== WHAT IS REQUIRED ==
Go through the entries one line at a time, and gather every line that has the word "Джерельна".

== RECORD EXTRACTS ==
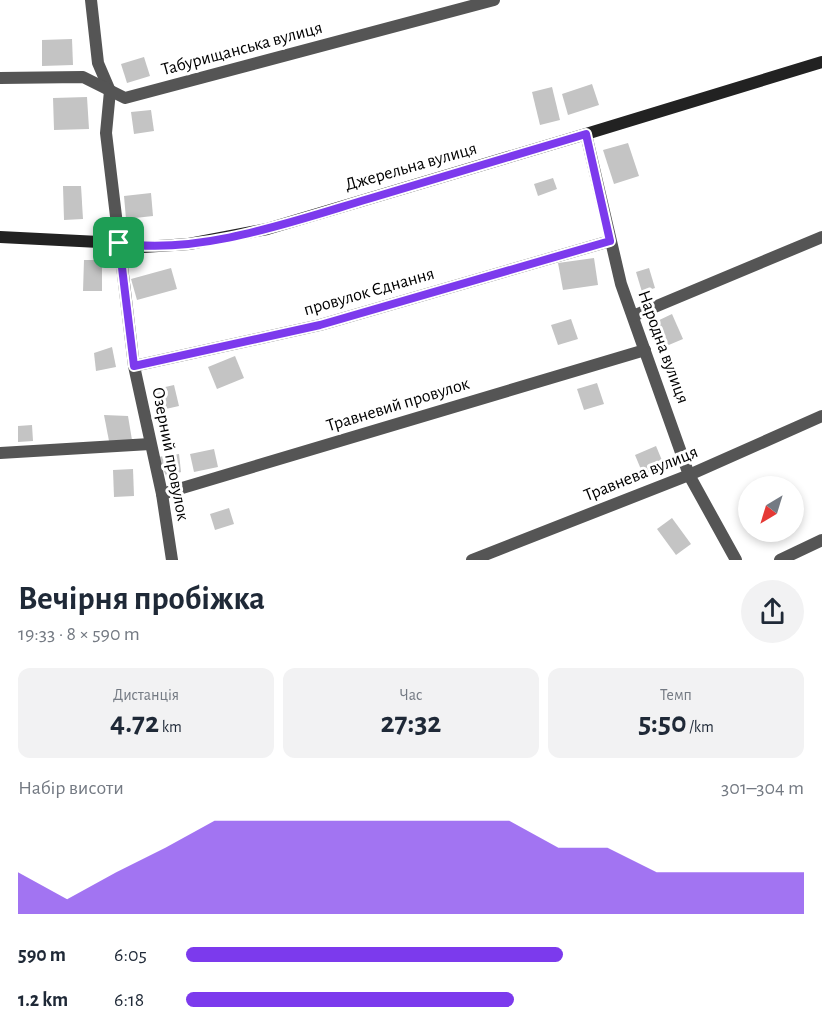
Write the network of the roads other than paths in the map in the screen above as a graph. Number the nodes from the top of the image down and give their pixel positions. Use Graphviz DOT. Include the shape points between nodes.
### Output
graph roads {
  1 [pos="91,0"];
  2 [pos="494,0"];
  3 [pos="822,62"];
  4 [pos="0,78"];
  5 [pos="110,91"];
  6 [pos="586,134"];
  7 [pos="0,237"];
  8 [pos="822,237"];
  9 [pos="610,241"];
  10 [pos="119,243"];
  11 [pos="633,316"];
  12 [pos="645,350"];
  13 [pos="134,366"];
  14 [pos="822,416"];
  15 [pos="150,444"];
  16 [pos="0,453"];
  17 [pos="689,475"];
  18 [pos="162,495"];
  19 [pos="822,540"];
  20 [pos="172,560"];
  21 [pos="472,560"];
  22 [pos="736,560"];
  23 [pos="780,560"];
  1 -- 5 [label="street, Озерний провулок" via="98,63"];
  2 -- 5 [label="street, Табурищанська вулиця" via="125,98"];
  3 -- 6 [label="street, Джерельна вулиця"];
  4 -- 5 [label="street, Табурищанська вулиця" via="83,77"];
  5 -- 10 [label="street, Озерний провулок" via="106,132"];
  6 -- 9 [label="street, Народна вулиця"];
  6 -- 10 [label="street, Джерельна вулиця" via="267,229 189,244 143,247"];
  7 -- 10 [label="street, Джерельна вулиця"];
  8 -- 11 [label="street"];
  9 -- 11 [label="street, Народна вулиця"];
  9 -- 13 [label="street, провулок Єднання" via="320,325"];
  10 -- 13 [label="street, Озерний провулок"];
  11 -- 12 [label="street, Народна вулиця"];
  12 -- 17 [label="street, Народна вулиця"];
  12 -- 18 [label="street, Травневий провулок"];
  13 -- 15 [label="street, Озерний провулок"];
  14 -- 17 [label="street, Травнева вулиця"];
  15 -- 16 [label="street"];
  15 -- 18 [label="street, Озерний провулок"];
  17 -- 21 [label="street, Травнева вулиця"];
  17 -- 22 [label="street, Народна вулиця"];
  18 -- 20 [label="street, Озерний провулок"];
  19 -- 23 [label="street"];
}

== TASK SOLUTION ==
  3 -- 6 [label="street, Джерельна вулиця"];
  6 -- 10 [label="street, Джерельна вулиця" via="267,229 189,244 143,247"];
  7 -- 10 [label="street, Джерельна вулиця"];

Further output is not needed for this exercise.